Brevyn Spann-Ford is possibly the biggest tight end of the bunch, listed at 6’7”, 269 pounds. His ability as a blocker is what will get him on the field. While Minnesota also had him out wide, his strength and monster frame make him best used as an in-line tight end at the next level. His soft hands and natural route-running ability make him a versatile threat in the receiving game, but don’t expect a lot of separation due to his lack of speed/quickness. Even without that separation, Spann-Ford should still be an asset in the passing game due to his wide frame boxing out would-be defenders.

TCU's Jared Wiley

Jerome Miron-USA TODAY Sports
Jerome Miron-USA TODAY Sports

A former high school quarterback and Texas Longhorns transfer, Wiley was an integral part of TCU’s offense. Wiley was used in a variety of ways, some stemming from his ability as a blocker. He was put in motion a solid amount in this offense as a lead blocker and could be relied upon to use his strength to finish the job if called upon. That does not mean he isn’t an asset in the passing game.

Wiley is adept at making plays once the ball is in his hands, a trait that will surely be on display in Mobile. He has a good feel for the game and knows where the soft spots of zones are in a defense, which will help his transition to the next level. Wiley is another name that could be discussed more when Senior Bowl week is over.

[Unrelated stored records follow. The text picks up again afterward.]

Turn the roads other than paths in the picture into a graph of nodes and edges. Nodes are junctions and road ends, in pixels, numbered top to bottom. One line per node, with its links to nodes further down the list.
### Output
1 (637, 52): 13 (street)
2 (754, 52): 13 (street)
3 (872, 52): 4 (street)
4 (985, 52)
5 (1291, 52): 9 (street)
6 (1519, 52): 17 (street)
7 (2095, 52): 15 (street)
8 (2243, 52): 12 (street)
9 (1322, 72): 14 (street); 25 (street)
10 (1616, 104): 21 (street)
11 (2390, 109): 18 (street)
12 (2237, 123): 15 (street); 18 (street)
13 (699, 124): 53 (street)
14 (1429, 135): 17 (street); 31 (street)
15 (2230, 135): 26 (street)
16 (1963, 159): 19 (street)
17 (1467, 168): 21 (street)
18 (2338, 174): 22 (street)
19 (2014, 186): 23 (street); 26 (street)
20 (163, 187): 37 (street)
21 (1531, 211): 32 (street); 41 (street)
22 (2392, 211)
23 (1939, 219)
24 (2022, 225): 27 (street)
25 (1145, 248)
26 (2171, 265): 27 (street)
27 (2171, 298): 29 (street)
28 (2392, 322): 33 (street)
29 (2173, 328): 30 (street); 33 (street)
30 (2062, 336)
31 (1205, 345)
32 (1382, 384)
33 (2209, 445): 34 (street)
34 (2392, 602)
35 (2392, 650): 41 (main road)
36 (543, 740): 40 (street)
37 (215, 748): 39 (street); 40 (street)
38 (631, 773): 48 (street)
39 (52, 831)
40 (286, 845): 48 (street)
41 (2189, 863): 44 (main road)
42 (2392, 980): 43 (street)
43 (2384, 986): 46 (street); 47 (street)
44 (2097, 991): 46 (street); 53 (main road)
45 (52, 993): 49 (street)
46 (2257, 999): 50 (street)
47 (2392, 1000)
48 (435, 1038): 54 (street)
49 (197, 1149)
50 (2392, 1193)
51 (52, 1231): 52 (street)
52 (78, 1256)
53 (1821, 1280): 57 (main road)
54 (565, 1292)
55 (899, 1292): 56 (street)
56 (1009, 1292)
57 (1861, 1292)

Arizona's Tanner McLachlan

Zachary BonDurant-USA TODAY Sports
Zachary BonDurant-USA TODAY Sports

Before transferring to Arizona, then-Arizona quarterback Jayden de Laura admitted that he didn’t throw many passes to tight ends. He figured out, once he got to Tuscon, how useful the tight end could be in the passing game, especially when they are built like transfer Tanner McLachlan, the first tight end de Laura threw to in his college career.

A former FCS receiver and high school basketball player, McLachlan’s athleticism is paramount on his tape as he hurdles defenders and rises to make catches over the middle of the field. McLachlan walked on at Arizona and, before the season started, had earned a scholarship. His ability to win at the catch point could surprise some folks in Mobile.